L’étude de 2017 a interprété ce résultat comme suit :

“Cette situation montre que l’appartenance de classe et la conscience de la classe ouvrière sont faibles. Le fait de ne pas se sentir à sa place dans une classe sociale indique un sérieux problème de conscience. La faiblesse de l’identité de classe peut aussi être due à la prédominance d’autres identités innées.

Toujours dans la même enquête, le taux de travailleurs se définissant comme appartenant à la classe ouvrière n’était que de 36,7 % dans la question à choix multiples. La somme des taux qu’ils définissaient comme appartenant à la classe supérieure et à la classe moyenne était de 42,9 %. Cela montrait que la classe ouvrière était loin de découvrir son existence de classe.

EFFET DE L’ENVIRONNEMENT CONSERVATEUR

Dans l’enquête menée auprès des membres par le syndicat United Metal-İş (BMİS), un important syndicat de DİSK, en 1999, 44 pour cent des travailleurs de la métallurgie se considéraient comme appartenant à une classe sociale. Alors que ce taux se maintenait à 43 % en 2008, il est tombé à 14 % avec une baisse marquée dans l’enquête de 2017.

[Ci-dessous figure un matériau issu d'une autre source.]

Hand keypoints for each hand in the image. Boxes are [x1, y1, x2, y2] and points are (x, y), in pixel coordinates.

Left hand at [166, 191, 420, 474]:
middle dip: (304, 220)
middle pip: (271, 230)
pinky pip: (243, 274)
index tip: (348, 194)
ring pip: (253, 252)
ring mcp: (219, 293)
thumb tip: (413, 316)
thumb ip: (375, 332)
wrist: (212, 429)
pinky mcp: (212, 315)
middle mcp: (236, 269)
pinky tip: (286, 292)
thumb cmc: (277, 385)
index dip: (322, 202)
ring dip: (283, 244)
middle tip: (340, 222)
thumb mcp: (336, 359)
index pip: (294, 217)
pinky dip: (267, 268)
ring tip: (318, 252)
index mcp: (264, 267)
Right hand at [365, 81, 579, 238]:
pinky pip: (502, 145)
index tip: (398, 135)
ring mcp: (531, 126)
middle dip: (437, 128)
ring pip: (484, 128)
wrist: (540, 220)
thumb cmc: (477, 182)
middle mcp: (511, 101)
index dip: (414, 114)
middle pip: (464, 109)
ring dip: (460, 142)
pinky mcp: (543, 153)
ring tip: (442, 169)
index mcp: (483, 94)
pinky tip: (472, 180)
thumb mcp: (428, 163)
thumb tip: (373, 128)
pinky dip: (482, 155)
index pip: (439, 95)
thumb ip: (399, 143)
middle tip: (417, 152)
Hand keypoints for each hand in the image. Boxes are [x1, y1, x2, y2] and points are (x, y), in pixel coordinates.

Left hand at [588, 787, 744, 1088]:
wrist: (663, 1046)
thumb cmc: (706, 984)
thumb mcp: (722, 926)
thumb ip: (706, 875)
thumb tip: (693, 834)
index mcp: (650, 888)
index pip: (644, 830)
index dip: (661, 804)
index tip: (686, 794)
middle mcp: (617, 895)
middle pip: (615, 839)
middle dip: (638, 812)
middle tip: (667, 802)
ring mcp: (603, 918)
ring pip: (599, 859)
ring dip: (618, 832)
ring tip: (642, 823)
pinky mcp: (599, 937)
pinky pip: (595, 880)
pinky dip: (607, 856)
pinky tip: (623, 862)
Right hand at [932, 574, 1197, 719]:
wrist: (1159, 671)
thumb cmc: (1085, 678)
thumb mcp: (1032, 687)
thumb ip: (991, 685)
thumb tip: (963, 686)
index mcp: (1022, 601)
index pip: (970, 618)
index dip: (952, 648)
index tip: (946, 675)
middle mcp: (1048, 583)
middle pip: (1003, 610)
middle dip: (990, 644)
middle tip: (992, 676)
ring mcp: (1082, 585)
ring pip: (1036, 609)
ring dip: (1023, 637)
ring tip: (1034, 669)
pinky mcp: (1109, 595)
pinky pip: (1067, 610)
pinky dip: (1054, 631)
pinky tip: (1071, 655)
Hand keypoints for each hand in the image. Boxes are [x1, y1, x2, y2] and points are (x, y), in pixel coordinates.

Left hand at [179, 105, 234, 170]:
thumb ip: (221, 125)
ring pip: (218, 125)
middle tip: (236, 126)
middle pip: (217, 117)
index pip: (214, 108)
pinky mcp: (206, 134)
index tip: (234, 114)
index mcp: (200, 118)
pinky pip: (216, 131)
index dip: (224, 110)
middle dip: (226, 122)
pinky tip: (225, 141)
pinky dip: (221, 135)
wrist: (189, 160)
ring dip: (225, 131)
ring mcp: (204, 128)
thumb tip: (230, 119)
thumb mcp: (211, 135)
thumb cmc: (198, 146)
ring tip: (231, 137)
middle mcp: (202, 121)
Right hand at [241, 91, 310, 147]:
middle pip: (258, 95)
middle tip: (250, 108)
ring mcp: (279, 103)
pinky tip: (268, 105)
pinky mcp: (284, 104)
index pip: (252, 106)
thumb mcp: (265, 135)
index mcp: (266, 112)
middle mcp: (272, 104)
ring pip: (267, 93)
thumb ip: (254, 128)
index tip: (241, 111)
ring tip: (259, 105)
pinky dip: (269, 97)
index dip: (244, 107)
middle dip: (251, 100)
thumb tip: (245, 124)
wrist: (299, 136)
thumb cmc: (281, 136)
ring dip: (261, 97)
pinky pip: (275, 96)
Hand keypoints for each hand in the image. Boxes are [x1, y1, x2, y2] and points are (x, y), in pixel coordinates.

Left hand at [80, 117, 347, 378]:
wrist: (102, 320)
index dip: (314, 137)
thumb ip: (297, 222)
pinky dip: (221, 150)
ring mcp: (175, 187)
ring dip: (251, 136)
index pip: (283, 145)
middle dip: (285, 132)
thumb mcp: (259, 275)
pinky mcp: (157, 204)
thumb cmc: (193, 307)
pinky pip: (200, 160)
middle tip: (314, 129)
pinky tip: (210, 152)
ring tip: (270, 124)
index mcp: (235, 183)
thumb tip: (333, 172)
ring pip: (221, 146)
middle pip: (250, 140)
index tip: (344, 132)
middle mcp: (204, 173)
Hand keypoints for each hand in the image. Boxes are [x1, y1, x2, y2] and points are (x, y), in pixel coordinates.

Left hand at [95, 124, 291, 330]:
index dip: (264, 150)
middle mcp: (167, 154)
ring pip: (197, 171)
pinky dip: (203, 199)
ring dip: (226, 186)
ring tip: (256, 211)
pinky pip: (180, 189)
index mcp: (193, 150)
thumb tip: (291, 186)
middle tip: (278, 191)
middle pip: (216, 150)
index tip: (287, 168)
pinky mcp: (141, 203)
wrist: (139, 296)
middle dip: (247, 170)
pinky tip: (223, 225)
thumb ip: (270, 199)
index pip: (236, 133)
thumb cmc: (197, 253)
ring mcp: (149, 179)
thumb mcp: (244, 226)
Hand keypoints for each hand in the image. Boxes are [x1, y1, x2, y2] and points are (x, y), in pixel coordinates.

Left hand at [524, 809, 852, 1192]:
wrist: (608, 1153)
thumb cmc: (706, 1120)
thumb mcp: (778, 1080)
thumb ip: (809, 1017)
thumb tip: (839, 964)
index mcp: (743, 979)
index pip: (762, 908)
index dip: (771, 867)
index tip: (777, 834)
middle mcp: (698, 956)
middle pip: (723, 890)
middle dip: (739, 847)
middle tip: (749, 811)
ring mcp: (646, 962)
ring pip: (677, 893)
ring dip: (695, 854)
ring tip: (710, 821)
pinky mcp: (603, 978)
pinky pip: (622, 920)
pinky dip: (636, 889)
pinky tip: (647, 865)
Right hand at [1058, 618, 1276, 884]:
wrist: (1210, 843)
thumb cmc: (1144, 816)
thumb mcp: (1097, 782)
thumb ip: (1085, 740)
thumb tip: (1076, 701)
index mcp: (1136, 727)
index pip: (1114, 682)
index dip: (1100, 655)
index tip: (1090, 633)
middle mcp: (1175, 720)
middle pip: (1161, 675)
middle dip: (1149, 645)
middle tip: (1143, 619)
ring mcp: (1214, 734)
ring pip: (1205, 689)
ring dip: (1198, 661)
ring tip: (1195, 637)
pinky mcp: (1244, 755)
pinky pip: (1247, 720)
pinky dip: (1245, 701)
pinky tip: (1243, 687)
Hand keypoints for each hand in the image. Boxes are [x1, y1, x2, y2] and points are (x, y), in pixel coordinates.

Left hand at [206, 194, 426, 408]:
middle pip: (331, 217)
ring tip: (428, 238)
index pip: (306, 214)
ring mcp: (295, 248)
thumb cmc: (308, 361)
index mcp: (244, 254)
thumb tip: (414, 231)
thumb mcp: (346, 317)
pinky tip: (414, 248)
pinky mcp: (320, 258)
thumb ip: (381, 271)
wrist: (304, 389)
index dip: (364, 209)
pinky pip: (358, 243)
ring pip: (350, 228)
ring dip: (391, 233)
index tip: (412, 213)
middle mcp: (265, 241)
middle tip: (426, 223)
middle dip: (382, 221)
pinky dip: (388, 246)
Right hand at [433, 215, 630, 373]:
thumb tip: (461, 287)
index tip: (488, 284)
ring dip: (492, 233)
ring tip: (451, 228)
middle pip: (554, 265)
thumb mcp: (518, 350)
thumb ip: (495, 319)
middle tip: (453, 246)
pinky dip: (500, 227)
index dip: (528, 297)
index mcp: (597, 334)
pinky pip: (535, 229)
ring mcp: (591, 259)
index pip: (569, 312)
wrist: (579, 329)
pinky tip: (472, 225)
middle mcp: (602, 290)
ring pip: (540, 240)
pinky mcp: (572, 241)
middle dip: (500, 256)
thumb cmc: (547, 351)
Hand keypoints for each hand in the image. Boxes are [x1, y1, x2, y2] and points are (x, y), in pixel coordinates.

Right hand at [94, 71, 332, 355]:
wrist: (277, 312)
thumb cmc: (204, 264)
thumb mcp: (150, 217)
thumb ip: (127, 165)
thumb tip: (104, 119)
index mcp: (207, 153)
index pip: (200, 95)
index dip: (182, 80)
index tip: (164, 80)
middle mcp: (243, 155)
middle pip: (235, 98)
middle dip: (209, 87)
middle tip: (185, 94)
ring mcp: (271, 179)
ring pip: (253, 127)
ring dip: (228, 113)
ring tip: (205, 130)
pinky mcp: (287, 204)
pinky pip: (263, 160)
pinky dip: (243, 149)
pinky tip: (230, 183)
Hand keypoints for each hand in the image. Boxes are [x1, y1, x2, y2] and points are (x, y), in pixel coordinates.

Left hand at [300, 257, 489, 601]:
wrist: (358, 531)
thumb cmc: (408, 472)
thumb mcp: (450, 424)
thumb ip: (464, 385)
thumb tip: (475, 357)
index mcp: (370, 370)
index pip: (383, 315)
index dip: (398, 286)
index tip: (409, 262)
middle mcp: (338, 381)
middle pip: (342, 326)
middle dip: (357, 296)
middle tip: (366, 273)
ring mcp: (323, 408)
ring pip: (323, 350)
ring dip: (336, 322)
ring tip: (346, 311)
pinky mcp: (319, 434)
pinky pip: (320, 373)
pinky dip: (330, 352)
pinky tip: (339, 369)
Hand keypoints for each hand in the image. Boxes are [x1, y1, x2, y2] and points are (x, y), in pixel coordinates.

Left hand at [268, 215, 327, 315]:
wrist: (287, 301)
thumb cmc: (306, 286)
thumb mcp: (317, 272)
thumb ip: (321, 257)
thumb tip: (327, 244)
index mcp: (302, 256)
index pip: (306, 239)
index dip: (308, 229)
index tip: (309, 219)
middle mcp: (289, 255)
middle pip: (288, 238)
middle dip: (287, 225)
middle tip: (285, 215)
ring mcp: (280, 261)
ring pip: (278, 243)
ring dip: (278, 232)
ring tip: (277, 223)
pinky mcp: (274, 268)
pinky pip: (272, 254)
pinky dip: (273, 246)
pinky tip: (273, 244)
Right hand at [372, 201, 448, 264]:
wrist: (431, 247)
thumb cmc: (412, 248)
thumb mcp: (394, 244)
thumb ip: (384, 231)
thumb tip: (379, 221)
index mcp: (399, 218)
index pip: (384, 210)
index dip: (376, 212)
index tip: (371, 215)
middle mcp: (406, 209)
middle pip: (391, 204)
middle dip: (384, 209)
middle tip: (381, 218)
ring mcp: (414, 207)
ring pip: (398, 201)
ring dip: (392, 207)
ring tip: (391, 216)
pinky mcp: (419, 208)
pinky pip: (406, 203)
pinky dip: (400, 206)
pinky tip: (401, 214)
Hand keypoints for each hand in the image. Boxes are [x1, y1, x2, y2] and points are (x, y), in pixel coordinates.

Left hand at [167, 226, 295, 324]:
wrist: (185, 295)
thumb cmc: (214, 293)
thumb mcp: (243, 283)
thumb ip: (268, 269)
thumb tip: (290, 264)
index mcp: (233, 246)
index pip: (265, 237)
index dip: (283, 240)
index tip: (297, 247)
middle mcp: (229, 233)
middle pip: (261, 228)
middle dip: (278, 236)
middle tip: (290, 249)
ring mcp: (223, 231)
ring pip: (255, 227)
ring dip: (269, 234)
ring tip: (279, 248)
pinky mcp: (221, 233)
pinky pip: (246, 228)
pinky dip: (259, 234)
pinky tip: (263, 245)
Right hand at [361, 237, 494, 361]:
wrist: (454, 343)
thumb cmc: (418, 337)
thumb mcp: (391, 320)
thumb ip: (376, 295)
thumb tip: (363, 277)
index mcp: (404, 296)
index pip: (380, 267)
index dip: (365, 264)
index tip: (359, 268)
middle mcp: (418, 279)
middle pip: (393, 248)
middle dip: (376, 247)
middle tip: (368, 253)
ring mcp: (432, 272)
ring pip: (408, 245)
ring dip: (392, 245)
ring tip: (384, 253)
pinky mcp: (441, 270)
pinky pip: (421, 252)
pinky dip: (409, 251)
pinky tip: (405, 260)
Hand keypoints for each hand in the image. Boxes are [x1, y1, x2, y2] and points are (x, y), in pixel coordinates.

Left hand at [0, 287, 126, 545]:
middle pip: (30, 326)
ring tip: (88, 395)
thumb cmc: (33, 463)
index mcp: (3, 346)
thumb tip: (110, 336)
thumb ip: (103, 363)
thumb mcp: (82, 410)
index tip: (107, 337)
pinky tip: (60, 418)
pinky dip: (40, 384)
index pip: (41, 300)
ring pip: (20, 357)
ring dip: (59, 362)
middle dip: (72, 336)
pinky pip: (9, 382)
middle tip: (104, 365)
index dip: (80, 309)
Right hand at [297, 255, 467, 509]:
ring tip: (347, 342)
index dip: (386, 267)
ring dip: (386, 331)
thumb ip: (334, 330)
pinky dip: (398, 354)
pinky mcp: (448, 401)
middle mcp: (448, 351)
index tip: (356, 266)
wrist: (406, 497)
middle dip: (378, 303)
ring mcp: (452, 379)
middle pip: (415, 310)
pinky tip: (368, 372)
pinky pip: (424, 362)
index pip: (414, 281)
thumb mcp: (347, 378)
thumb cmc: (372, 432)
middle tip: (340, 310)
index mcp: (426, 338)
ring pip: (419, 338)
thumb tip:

Cela montre que l’atmosphère politique conservatrice-nationaliste affecte sévèrement les travailleurs. En effet, dans cette enquête UNIS, les réponses données par les travailleurs à la question « à quelle identité vous identifiez-vous » sont les suivantes :

47 % se sont identifiés avec une identité religieuse, 19 % avec une identité nationaliste et 15 % avec une identité liée à leur région de naissance. En d’autres termes, 81 % des travailleurs avaient une identité plutôt qu’une appartenance de classe. Cependant, 14 % ont déclaré appartenir à la classe ouvrière. 5 pour cent étaient d’autres réponses.

LA BONNE CONSCIENCE N’EST PAS FORTE

Une autre conclusion de l’étude DİSK-AR de 2017 était que la sensibilisation des travailleurs aux droits n’était pas forte. Le taux de ceux qui considéraient le syndicat, les conventions collectives et le droit de grève comme “très importants” était inférieur à 20 %. Environ 25 % considéraient ces droits comme « sans importance », tandis que les autres les considéraient comme « ni importants ni sans importance ».

Dans la même recherche, il est très important de considérer que l’interdiction de la grève a été soutenue par environ 16 % des travailleurs syndiqués, tandis que 17 % ont dit « ni positif ni négatif », ce qui signifie que près d’un tiers des travailleurs syndiqués ont évalué l’utilisation de le droit de grève négativement ou sans importance.

Tous ces faits et constats, la vision que les travailleurs ont du système présidentiel, des syndicats et des partis politiques d’opposition doivent être soigneusement évalués. L’élévation de la conscience politique et de classe des travailleurs devrait être sérieusement envisagée dans la lutte de la gauche, des partis socialistes et des syndicats et une étude approfondie devrait être faite pour les élections de 2023.